In most patients with MDS, testing for somatic mutations should be standard, since genomics are being integrated more and more into the diagnosis, classification, risk stratification, and treatment of MDS. All of our classification systems are starting to integrate genomics. The World Health Organization classification is being updated and will include a reclassification based on molecular features (eg, SF3B1 and TP53). Whereas SF3B1 mutations are associated with a better overall survival and lower rates of leukemia transformation, TP53 mutations are, unfortunately, linked to some of the worst outcomes in MDS.
A variety of genomic prognostic systems have been developed and proposed. The Molecular International Prognosis Scoring System is one such system that integrates both clinical and molecular features and leads to improved discrimination compared with the Revised International Prognostic Scoring System score. Ultimately, we must ensure that these emerging tools become practical enough to be used easily by community oncologists.
When we see hypomethylating agent failure, I think that we should reevaluate the disease and incorporate genomic testing to identify actionable targets. Although each target may be present in only a small subset of patients, such testing could affect a much larger group of individuals when all targets are considered.

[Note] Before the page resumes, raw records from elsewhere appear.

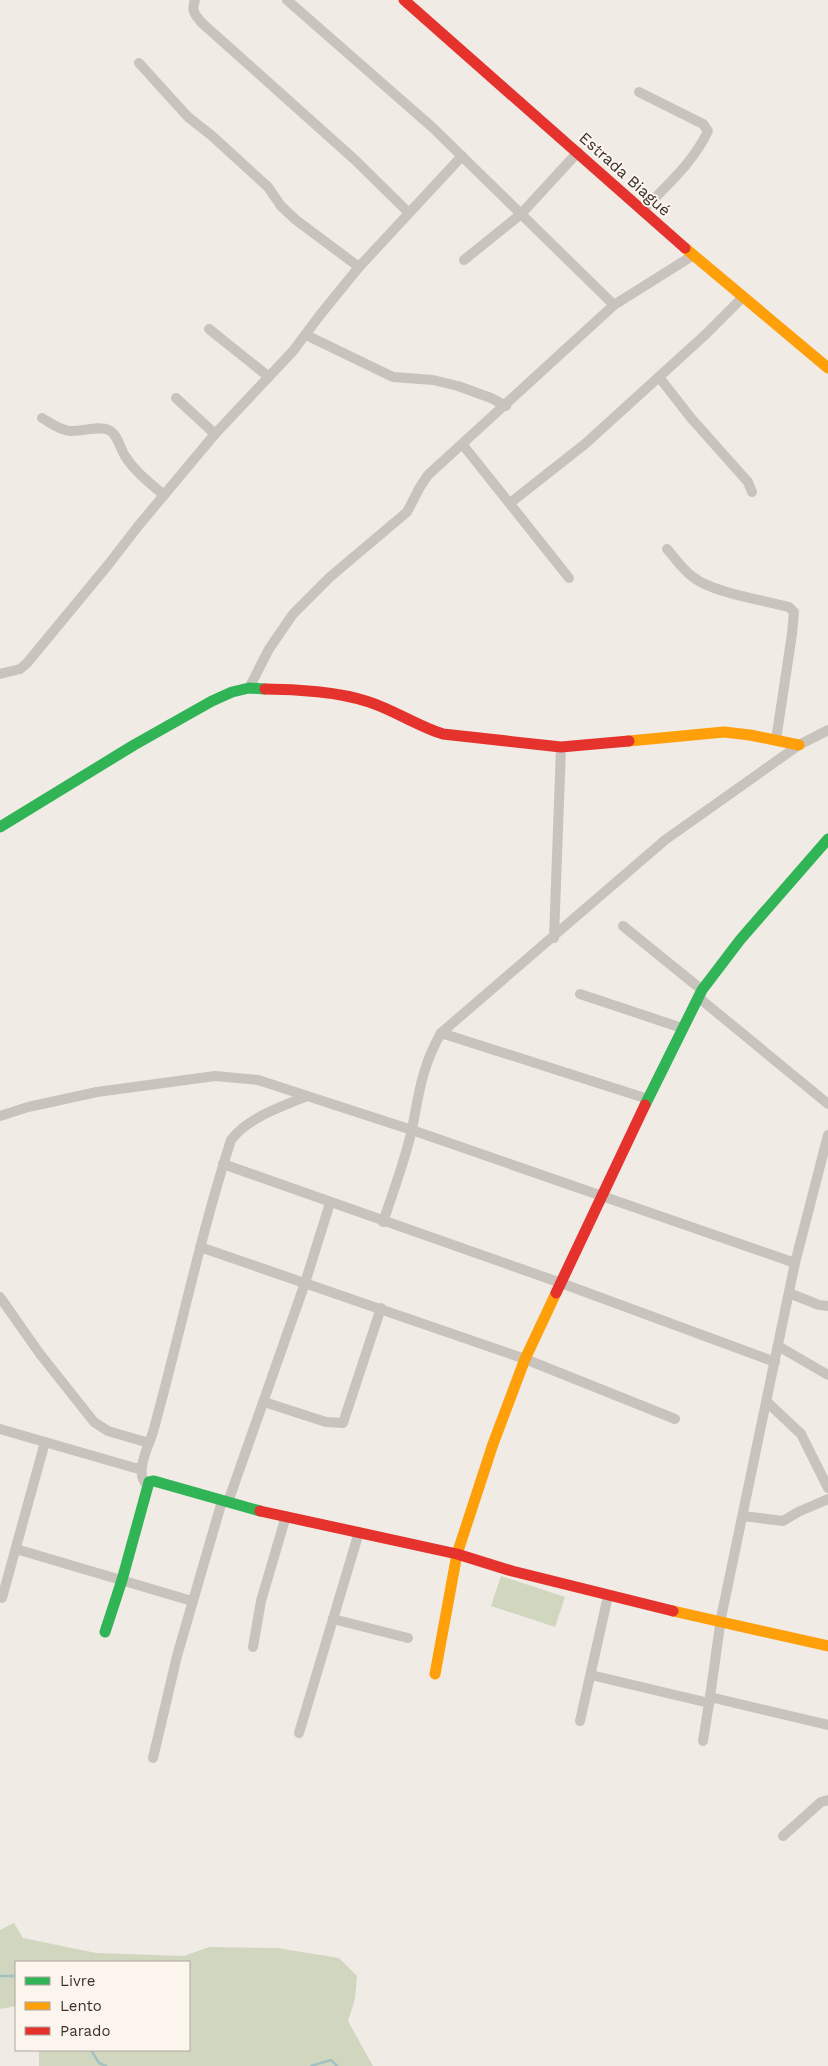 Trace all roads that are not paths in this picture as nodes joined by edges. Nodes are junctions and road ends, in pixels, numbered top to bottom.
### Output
1 (195, 0) edge
2 (287, 0) edge
3 (404, 0) edge
4 (139, 63) dead end
5 (639, 92) dead end
6 (578, 152) junction
7 (462, 156) junction
8 (642, 211) junction
9 (409, 213) junction
10 (521, 214) junction
11 (692, 256) junction
12 (464, 260) dead end
13 (360, 267) junction
14 (742, 298) junction
15 (614, 305) junction
16 (209, 329) dead end
17 (306, 335) junction
18 (828, 368) edge
19 (269, 377) junction
20 (659, 377) junction
21 (176, 398) dead end
22 (506, 406) junction
23 (42, 418) dead end
24 (215, 434) junction
25 (463, 445) junction
26 (752, 492) dead end
27 (164, 495) junction
28 (510, 503) junction
29 (667, 549) dead end
30 (569, 578) dead end
31 (0, 674) edge
32 (249, 688) junction
33 (828, 730) edge
34 (776, 740) junction
35 (798, 745) junction
36 (561, 747) junction
37 (0, 827) edge
38 (828, 839) edge
39 (623, 926) dead end
40 (554, 938) junction
41 (700, 993) junction
42 (580, 994) dead end
43 (682, 1028) junction
44 (441, 1033) junction
45 (307, 1096) junction
46 (648, 1099) junction
47 (828, 1104) edge
48 (0, 1116) edge
49 (412, 1130) junction
50 (828, 1135) edge
51 (223, 1164) junction
52 (601, 1196) junction
53 (330, 1203) junction
54 (383, 1222) junction
55 (200, 1247) junction
56 (795, 1263) junction
57 (305, 1282) junction
58 (561, 1283) junction
59 (789, 1293) junction
60 (0, 1297) edge
61 (828, 1306) edge
62 (381, 1308) junction
63 (778, 1346) junction
64 (525, 1359) junction
65 (775, 1362) junction
66 (828, 1375) edge
67 (264, 1402) junction
68 (767, 1402) junction
69 (675, 1419) dead end
70 (0, 1429) edge
71 (45, 1442) junction
72 (150, 1443) junction
73 (140, 1468) junction
74 (147, 1485) junction
75 (828, 1488) edge
76 (828, 1499) edge
77 (225, 1501) junction
78 (286, 1516) junction
79 (743, 1516) junction
80 (358, 1532) junction
81 (16, 1549) junction
82 (457, 1554) junction
83 (122, 1580) junction
84 (608, 1596) junction
85 (2, 1598) dead end
86 (192, 1601) junction
87 (333, 1619) junction
88 (720, 1622) junction
89 (105, 1632) dead end
90 (408, 1638) dead end
91 (828, 1646) edge
92 (253, 1647) dead end
93 (435, 1674) dead end
94 (592, 1675) junction
95 (709, 1700) junction
96 (580, 1721) dead end
97 (828, 1725) edge
98 (300, 1734) dead end
99 (703, 1741) dead end
100 (153, 1758) dead end
101 (828, 1800) edge
102 (782, 1836) dead end

1 - 9 street
2 - 7 street
3 - 6 street, Estrada Biagué
4 - 13 street
5 - 8 street
6 - 8 street, Estrada Biagué
6 - 10 street
7 - 9 street
7 - 10 street
8 - 11 street, Estrada Biagué
9 - 13 street
10 - 12 street
10 - 15 street
11 - 14 street, Estrada Biagué
11 - 15 street
13 - 17 street
14 - 18 street, Estrada Biagué
14 - 20 street
15 - 22 street
16 - 19 street
17 - 19 street
17 - 22 street
19 - 24 street
20 - 26 street
20 - 28 street
21 - 24 street
22 - 25 street
23 - 27 street
24 - 27 street
25 - 28 street
25 - 32 street
27 - 31 street
28 - 30 street
29 - 34 street
32 - 36 street
32 - 37 street
33 - 35 street
34 - 35 street
34 - 36 street
35 - 40 street
36 - 40 street
38 - 41 street
39 - 41 street
40 - 44 street
41 - 43 street
41 - 47 street
42 - 43 street
43 - 46 street
44 - 46 street
44 - 49 street
45 - 48 street
45 - 49 street
45 - 51 street
46 - 52 street
49 - 52 street
49 - 54 street
50 - 56 street
51 - 53 street
51 - 55 street
52 - 56 street
52 - 58 street
53 - 54 street
53 - 57 street
54 - 58 street
55 - 57 street
55 - 72 street
56 - 59 street
57 - 62 street
57 - 67 street
58 - 64 street
58 - 65 street
59 - 61 street
59 - 63 street
60 - 72 street
62 - 64 street
62 - 67 street
63 - 65 street
63 - 66 street
64 - 69 street
64 - 82 street
65 - 68 street
67 - 77 street
68 - 75 street
68 - 79 street
70 - 71 street
71 - 73 street
71 - 81 street
72 - 73 street
73 - 74 street
74 - 77 street
74 - 83 street
76 - 79 street
77 - 78 street
77 - 86 street
78 - 80 street
78 - 92 street
79 - 88 street
80 - 82 street
80 - 87 street
81 - 83 street
81 - 85 street
82 - 84 street
82 - 93 street
83 - 86 street
83 - 89 street
84 - 88 street
84 - 94 street
86 - 100 street
87 - 90 street
87 - 98 street
88 - 91 street
88 - 95 street
94 - 95 street
94 - 96 street
95 - 97 street
95 - 99 street
101 - 102 street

Many of the applications for targeted therapy are best done in the context of clinical trials, but the individualization of therapy in MDS based on molecular features has already begun. For instance, we have luspatercept for patients with lower-risk MDS with ring sideroblasts, which is strongly correlated with SF3B1 mutations. IDH mutations occur in a small subset of patients with MDS, and clinical trial protocols incorporate IDH inhibitors. And then, lenalidomide has been known for some time to have utility in patients with MDS with chromosome 5q31 deletion.

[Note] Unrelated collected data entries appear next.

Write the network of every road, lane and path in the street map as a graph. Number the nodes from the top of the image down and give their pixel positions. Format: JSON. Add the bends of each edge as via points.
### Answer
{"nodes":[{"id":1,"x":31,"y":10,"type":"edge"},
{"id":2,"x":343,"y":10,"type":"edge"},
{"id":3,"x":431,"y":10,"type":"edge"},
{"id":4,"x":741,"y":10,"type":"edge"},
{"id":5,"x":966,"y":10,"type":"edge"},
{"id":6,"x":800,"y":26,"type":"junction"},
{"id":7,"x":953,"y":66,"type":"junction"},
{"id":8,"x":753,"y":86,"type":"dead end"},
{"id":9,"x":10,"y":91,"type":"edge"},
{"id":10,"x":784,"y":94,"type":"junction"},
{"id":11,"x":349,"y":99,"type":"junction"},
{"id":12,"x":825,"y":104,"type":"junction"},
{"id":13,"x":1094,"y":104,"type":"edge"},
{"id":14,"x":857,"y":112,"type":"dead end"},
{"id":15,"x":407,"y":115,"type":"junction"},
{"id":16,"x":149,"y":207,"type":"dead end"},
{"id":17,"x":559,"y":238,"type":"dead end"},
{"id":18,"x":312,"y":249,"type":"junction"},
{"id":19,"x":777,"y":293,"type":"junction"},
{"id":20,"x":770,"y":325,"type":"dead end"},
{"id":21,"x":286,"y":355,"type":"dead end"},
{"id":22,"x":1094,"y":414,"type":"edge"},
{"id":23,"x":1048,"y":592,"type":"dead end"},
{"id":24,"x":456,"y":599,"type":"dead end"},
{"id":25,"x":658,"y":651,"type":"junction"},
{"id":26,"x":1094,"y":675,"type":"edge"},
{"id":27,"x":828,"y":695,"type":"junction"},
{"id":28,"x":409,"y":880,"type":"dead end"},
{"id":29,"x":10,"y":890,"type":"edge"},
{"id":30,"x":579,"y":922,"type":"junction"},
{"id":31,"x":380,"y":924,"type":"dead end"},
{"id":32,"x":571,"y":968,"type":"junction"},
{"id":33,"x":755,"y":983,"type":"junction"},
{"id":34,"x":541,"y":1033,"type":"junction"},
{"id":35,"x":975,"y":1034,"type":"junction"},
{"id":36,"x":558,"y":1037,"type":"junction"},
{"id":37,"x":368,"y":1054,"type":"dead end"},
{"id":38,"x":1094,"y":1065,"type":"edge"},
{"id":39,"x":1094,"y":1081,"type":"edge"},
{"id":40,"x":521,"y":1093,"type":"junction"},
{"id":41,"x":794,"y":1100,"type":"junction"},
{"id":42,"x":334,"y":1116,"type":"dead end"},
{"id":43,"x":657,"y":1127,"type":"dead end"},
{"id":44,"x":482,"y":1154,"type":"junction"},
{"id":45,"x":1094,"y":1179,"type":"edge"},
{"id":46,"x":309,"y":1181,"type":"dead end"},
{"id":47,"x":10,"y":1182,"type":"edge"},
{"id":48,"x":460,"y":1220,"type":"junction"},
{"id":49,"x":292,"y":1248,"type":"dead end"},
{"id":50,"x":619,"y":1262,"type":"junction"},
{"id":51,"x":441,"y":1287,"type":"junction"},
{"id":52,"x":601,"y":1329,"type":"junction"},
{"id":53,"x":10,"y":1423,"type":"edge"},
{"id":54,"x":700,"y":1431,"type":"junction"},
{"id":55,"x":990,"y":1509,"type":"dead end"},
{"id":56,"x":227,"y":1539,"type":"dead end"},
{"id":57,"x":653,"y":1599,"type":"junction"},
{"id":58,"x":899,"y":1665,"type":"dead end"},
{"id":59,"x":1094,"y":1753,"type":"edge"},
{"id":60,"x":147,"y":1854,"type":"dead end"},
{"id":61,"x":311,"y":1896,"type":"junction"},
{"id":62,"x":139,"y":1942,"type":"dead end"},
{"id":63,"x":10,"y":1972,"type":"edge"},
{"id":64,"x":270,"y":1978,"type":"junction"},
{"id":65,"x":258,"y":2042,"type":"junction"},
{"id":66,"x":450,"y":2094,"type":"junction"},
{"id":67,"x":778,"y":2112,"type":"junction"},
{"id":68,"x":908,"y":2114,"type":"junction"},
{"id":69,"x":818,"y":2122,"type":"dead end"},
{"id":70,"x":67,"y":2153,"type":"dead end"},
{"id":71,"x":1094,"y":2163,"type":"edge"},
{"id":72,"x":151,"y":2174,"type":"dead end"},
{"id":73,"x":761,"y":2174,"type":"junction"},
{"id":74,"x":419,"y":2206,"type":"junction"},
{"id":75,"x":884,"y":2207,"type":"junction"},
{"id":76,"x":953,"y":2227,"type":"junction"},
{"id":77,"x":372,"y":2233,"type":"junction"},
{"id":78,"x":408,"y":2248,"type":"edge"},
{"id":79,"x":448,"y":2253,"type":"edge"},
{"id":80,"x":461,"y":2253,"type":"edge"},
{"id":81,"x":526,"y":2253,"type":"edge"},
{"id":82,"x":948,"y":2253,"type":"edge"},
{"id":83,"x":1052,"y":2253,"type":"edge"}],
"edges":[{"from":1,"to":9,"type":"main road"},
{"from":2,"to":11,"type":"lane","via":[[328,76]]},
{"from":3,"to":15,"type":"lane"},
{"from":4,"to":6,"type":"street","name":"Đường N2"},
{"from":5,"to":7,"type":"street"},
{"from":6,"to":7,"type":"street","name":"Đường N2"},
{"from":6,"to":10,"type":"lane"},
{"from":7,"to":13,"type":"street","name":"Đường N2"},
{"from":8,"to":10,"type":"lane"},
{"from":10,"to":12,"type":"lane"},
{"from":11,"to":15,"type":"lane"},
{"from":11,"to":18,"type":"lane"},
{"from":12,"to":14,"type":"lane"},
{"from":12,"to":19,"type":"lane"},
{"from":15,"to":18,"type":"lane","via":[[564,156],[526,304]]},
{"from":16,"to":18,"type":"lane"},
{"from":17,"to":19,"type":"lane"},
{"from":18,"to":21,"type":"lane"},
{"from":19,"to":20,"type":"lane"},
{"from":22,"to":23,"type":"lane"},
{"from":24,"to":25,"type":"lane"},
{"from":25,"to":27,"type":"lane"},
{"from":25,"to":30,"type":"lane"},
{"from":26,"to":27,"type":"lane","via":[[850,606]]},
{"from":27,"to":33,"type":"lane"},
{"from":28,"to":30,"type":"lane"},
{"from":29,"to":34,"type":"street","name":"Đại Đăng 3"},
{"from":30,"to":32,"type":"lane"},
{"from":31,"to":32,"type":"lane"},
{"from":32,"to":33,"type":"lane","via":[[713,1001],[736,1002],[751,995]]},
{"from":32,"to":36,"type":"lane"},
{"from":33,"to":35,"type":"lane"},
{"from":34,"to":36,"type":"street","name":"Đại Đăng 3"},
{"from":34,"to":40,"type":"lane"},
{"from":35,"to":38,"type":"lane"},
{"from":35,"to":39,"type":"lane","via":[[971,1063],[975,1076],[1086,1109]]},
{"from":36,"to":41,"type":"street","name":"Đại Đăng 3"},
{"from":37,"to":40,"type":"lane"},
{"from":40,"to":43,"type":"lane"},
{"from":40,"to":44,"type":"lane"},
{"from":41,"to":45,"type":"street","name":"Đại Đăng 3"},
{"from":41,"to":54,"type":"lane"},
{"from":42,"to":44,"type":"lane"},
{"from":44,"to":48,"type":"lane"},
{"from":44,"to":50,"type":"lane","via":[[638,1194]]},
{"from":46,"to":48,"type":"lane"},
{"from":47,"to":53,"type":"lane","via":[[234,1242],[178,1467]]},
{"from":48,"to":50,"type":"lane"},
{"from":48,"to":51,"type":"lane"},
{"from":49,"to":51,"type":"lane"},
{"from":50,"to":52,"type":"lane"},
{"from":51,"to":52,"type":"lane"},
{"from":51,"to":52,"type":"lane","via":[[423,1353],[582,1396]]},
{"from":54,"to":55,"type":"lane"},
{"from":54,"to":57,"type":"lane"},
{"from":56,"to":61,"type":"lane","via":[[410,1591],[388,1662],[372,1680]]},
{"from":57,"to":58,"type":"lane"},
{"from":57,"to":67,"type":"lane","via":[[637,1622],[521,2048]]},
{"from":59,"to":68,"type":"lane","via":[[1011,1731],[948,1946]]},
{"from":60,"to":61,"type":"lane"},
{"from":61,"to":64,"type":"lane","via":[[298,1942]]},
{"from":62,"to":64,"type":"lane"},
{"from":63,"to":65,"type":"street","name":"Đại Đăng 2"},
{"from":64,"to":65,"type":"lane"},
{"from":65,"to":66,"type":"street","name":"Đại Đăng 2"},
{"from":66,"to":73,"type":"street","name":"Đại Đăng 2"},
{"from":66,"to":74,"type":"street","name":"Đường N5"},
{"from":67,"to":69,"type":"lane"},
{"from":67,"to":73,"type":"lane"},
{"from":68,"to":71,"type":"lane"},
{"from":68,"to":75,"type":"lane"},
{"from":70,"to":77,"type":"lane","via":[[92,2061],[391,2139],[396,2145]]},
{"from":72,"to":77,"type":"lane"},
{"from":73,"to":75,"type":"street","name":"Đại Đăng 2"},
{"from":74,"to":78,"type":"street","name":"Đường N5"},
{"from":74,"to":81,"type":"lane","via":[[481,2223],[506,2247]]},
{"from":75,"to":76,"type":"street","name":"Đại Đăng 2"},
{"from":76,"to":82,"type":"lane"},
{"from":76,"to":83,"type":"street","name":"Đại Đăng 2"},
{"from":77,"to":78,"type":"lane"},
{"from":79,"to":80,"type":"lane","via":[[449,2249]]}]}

“Genomics in MDS can help to determine which patients are at a higher risk of progression to AML. This is important because we want to make the necessary preparations for transplant and follow these patients closely so that we can catch them before they progress.”
Just a few years ago, it was not a sure bet that a patient who was referred to an academic center would have an NGS profile performed. Conversely, today, it is very unusual for a patient with acute myeloid leukemia (AML) to be referred without having had an NGS panel, and the majority of patients with MDS have been tested as well. These panels can range from approximately 15 to 100 genes, but they all incorporate the key genes that are part of prognostication and treatment decisions. Typically, it is a commercial NGS test that is performed using a focused gene panel for myeloid malignancies, and it is being reflexively ordered for anyone with an underlying myeloid disorder.

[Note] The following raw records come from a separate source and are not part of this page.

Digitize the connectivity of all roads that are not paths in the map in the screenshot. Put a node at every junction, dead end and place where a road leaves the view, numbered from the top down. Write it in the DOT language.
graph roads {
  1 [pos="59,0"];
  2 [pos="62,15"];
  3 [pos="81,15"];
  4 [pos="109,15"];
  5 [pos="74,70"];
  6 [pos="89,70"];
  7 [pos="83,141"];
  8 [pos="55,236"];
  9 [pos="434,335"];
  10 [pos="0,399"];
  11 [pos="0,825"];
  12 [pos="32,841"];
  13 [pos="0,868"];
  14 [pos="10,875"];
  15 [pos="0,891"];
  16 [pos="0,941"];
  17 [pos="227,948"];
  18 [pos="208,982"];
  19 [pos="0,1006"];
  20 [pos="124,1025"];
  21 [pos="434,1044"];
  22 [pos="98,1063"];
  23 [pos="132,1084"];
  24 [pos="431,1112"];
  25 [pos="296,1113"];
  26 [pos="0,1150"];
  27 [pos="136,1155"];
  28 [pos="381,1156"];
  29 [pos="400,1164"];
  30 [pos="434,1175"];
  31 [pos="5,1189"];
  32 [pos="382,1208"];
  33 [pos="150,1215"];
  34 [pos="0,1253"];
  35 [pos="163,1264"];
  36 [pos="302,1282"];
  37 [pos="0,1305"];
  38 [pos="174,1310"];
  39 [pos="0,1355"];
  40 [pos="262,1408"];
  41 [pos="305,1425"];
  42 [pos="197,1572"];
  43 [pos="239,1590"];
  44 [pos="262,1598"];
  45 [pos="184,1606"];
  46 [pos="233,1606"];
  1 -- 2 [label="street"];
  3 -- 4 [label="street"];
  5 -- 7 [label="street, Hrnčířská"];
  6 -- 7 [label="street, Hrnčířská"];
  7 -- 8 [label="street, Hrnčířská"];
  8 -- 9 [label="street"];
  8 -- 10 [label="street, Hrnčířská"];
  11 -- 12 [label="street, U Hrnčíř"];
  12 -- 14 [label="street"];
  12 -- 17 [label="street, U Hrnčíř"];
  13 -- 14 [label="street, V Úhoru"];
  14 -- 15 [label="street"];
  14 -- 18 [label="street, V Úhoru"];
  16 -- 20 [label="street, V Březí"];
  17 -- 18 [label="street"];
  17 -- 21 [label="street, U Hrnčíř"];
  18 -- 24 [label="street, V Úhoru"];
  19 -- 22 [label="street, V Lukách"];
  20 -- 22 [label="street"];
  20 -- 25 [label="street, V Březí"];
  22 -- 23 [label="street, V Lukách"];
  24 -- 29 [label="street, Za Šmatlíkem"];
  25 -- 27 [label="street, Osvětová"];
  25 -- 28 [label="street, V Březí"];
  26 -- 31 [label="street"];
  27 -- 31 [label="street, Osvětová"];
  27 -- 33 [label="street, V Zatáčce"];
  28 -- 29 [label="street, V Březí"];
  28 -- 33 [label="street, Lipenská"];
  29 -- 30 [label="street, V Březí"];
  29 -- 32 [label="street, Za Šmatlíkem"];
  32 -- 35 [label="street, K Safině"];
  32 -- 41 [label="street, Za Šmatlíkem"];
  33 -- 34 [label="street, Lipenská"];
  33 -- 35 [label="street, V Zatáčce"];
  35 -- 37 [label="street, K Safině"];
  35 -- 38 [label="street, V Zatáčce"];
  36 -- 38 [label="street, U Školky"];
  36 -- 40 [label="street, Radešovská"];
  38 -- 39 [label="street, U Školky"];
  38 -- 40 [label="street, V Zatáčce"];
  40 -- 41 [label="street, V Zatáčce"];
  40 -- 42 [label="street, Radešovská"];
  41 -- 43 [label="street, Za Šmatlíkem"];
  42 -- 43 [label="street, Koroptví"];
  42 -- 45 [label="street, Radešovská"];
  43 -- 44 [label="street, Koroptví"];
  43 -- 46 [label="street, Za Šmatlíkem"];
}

Genomics in MDS can help to determine which patients are at a higher risk of progression to AML. This is important because we want to make the necessary preparations for transplant and follow these patients closely so that we can catch them before they progress. Mutational data can complement the Revised International Prognostic Scoring System, and there are mutations that have been associated with a higher likelihood of progression in MDS, such as IDH1, IDH2, SRSF2, and NPM1.
As Dr Komrokji mentioned, some of the mutations that are actionable in AML, such as IDH mutations, may also be relevant in MDS; however, the subset of patients having these targets in MDS is much smaller than in AML. Thus far, the targeted agents for IDH1, IDH2, and FLT3 mutations have been approved by the US Food and Drug Administration only for AML.